» **Work task**
Pick out every line of the entries below where "Format" occurs, and copy those lines.

» **Stored data**
--- START ---

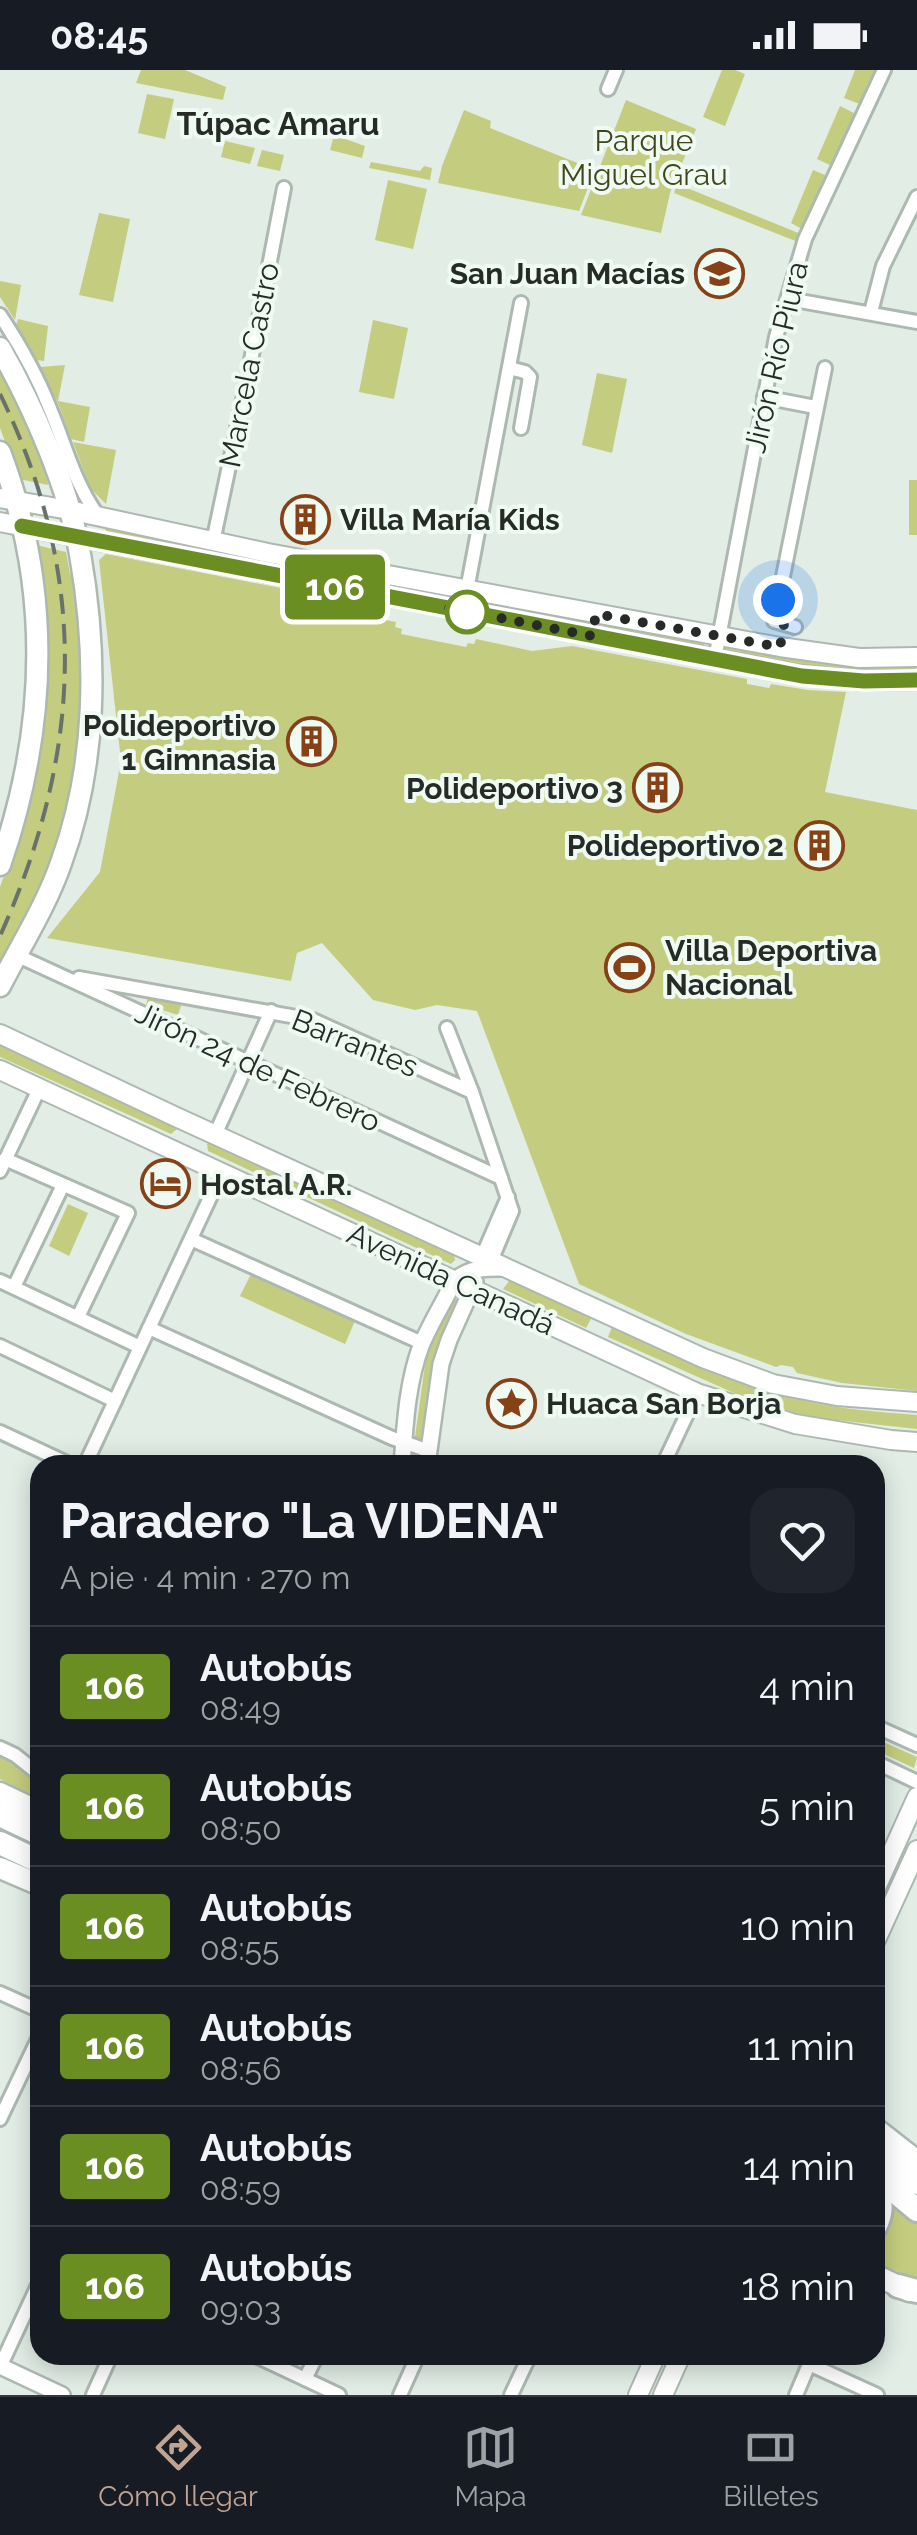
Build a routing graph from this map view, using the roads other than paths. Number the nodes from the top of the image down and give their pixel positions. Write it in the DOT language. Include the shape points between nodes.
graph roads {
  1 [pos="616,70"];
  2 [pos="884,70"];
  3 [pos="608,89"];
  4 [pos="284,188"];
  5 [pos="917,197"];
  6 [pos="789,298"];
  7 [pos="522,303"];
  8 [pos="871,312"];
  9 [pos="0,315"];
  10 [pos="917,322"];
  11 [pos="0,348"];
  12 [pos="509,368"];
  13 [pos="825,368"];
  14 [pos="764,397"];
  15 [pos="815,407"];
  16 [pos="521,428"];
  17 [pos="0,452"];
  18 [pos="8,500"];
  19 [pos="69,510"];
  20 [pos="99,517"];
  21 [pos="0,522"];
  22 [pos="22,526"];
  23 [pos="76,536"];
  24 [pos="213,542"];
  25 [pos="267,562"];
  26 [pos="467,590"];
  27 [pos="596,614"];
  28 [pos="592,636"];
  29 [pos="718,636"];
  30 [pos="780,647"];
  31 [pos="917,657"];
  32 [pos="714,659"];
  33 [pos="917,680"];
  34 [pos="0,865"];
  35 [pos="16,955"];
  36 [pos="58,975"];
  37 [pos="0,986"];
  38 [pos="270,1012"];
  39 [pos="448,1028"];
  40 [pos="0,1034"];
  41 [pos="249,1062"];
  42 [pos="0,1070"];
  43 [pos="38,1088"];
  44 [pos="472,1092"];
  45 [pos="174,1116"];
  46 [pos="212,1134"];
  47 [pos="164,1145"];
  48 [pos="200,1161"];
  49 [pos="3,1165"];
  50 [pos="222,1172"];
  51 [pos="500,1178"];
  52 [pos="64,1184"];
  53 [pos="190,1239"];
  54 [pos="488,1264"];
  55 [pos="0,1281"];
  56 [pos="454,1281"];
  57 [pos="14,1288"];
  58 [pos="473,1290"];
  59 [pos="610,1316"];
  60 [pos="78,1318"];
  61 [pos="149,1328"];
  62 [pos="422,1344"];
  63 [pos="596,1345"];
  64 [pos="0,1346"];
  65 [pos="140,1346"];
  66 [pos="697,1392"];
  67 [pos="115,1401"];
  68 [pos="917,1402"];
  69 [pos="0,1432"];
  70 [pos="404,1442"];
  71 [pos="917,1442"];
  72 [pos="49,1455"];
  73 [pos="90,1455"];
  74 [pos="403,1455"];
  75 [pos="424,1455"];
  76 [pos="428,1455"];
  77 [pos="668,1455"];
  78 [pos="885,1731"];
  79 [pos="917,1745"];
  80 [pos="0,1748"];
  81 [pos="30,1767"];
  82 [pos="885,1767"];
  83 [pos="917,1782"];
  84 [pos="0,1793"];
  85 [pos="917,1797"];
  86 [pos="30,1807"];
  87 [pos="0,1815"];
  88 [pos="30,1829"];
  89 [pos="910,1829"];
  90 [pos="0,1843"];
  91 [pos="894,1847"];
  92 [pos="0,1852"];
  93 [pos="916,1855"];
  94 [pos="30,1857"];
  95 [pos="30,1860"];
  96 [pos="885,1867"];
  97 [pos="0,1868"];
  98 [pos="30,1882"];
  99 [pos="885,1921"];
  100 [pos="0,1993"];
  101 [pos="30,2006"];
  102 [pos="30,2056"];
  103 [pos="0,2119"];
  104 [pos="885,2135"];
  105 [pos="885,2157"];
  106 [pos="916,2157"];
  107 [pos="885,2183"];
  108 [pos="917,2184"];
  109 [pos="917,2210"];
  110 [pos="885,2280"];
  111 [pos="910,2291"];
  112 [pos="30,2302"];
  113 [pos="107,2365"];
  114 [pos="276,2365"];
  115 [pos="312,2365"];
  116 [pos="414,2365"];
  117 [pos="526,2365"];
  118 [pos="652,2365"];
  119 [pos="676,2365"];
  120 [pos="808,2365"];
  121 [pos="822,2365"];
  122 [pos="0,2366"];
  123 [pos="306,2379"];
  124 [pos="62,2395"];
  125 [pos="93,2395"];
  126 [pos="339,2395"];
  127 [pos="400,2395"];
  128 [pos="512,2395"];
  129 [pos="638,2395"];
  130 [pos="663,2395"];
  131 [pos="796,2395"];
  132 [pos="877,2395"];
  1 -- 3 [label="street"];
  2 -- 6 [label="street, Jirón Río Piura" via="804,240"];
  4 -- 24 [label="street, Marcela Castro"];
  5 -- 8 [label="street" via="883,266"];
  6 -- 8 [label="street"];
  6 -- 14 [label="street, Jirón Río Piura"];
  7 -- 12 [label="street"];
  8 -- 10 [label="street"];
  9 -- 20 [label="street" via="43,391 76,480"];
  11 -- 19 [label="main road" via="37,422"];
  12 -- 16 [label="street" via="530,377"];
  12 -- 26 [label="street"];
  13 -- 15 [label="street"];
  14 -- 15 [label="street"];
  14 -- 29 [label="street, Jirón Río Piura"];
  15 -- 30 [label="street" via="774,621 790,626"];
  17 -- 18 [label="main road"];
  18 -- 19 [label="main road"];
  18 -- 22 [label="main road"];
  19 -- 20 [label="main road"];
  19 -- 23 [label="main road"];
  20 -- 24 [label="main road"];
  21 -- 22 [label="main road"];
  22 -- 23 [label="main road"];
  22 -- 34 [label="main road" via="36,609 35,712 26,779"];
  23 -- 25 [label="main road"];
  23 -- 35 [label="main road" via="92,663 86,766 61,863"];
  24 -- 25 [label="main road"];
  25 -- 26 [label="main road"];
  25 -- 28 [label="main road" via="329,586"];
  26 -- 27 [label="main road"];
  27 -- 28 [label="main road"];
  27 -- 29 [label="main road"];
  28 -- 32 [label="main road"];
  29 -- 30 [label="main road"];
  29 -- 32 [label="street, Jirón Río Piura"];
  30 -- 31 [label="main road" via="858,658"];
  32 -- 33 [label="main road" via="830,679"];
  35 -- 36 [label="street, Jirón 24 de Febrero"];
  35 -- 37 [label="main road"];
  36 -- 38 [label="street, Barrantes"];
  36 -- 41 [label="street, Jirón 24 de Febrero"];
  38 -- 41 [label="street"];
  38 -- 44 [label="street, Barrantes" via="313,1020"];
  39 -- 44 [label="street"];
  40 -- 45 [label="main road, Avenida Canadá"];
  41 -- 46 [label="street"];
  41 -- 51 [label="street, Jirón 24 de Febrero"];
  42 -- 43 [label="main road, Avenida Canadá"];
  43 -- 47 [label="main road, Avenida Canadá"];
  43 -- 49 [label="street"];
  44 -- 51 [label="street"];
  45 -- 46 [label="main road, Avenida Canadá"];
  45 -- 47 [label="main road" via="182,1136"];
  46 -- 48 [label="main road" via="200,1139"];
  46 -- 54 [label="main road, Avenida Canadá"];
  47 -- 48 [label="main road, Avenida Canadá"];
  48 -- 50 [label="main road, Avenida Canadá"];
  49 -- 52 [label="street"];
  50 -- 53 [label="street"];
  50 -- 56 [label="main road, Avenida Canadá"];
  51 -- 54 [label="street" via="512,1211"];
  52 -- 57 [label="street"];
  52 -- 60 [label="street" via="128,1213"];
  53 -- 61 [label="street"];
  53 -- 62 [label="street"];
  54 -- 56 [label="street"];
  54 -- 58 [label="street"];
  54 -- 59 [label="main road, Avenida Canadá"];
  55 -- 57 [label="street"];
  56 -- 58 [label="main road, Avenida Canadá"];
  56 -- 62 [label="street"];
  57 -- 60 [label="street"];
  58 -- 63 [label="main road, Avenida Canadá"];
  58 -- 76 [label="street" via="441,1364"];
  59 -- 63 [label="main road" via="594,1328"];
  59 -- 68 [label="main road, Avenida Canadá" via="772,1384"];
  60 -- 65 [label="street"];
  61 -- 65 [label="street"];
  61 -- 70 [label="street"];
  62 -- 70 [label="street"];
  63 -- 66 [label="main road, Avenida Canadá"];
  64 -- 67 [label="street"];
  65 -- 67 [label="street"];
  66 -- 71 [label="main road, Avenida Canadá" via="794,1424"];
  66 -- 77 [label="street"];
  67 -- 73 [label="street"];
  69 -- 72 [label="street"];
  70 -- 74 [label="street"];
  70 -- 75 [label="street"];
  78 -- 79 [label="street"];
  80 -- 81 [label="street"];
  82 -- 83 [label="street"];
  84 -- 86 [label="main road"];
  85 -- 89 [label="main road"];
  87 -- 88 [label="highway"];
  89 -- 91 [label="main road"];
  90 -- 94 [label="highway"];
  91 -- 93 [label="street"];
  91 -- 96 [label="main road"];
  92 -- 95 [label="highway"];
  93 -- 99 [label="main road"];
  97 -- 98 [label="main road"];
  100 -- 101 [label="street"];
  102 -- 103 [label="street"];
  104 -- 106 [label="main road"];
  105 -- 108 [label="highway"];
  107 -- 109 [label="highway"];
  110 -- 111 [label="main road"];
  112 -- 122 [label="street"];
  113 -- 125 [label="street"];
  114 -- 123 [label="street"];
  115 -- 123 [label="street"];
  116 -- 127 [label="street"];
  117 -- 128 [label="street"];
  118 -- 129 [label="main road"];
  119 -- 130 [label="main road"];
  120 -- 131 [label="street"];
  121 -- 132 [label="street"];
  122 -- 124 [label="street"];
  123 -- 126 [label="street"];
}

--- END ---
--- START ---

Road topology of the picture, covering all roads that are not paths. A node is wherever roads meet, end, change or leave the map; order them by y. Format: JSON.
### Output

--- END ---
--- START ---

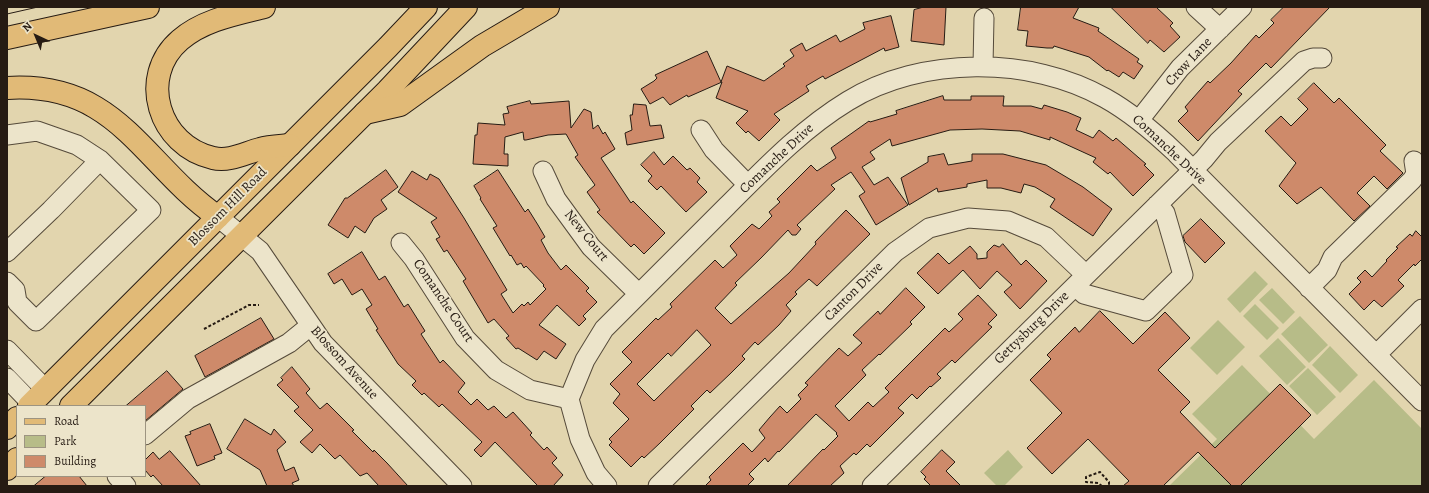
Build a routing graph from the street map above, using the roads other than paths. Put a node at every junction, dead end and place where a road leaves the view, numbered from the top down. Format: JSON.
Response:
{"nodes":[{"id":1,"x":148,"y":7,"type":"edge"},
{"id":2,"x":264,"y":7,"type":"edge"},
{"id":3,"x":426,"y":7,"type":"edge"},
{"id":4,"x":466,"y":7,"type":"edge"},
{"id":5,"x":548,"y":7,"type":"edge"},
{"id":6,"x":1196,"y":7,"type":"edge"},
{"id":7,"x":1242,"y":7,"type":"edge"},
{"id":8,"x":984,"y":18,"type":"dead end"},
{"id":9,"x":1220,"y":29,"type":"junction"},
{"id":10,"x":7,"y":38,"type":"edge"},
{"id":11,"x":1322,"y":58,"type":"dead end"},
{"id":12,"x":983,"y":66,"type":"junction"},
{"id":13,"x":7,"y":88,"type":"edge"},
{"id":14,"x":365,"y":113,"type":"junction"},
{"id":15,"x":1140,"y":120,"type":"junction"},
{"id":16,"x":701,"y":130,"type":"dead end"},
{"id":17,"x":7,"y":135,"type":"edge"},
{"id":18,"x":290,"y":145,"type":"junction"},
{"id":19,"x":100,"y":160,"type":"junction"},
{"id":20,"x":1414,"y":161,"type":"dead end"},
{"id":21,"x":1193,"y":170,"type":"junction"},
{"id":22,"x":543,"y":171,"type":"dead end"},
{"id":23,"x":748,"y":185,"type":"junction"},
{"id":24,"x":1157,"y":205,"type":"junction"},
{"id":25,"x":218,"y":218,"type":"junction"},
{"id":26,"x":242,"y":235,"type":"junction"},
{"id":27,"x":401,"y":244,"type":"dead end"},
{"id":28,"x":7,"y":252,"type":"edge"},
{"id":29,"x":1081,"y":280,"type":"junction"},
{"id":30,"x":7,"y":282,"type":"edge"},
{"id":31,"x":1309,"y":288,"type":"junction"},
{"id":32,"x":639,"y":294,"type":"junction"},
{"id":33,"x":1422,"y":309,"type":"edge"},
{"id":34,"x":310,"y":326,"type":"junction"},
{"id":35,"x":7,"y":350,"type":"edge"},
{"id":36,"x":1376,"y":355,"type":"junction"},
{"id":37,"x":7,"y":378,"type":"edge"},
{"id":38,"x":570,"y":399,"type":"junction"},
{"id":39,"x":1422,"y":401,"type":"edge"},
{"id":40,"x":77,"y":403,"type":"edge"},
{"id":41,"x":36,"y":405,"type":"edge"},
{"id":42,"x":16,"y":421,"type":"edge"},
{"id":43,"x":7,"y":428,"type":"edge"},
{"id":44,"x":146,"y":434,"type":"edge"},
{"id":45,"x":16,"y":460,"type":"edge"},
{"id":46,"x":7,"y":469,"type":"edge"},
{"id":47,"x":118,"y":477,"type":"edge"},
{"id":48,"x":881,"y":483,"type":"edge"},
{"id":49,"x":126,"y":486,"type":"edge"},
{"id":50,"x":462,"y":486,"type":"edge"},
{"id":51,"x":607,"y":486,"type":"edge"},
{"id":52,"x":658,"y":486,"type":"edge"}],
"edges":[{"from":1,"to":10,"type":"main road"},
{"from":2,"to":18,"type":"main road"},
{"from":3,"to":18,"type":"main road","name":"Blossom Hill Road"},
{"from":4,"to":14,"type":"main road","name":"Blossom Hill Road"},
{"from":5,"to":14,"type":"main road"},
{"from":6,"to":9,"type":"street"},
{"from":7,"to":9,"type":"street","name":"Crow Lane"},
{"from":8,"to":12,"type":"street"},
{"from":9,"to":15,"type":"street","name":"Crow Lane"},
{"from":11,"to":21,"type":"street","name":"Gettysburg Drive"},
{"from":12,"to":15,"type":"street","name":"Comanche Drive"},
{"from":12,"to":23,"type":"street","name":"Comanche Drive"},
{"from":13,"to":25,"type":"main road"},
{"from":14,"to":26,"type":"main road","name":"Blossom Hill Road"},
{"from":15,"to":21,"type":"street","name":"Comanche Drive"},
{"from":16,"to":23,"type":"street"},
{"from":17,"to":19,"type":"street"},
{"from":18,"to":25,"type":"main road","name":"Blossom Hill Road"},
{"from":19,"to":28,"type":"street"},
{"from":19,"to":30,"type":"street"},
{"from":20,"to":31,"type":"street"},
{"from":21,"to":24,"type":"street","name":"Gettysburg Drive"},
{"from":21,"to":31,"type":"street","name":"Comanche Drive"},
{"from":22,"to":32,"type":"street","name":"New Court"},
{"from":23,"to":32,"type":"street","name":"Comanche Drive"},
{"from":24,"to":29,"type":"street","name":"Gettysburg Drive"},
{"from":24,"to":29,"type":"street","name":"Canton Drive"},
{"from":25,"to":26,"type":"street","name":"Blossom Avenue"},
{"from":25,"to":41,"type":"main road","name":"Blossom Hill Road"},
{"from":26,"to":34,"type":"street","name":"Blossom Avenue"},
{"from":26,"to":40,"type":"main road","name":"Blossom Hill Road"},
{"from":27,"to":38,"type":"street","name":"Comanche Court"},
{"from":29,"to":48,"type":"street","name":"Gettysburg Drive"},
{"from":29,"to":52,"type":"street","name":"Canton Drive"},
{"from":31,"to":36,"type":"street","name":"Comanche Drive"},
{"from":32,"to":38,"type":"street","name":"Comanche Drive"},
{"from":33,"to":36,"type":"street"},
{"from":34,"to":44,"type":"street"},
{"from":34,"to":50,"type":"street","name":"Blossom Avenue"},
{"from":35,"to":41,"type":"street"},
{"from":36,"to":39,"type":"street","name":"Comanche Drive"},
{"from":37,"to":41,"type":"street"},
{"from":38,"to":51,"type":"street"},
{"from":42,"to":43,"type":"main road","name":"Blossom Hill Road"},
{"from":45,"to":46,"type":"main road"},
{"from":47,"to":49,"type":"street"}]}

--- END ---

» **Your solution**
Road topology of the picture, covering all roads that are not paths. A node is wherever roads meet, end, change or leave the map; order them by y. Format: JSON.
Build a routing graph from the street map above, using the roads other than paths. Put a node at every junction, dead end and place where a road leaves the view, numbered from the top down. Format: JSON.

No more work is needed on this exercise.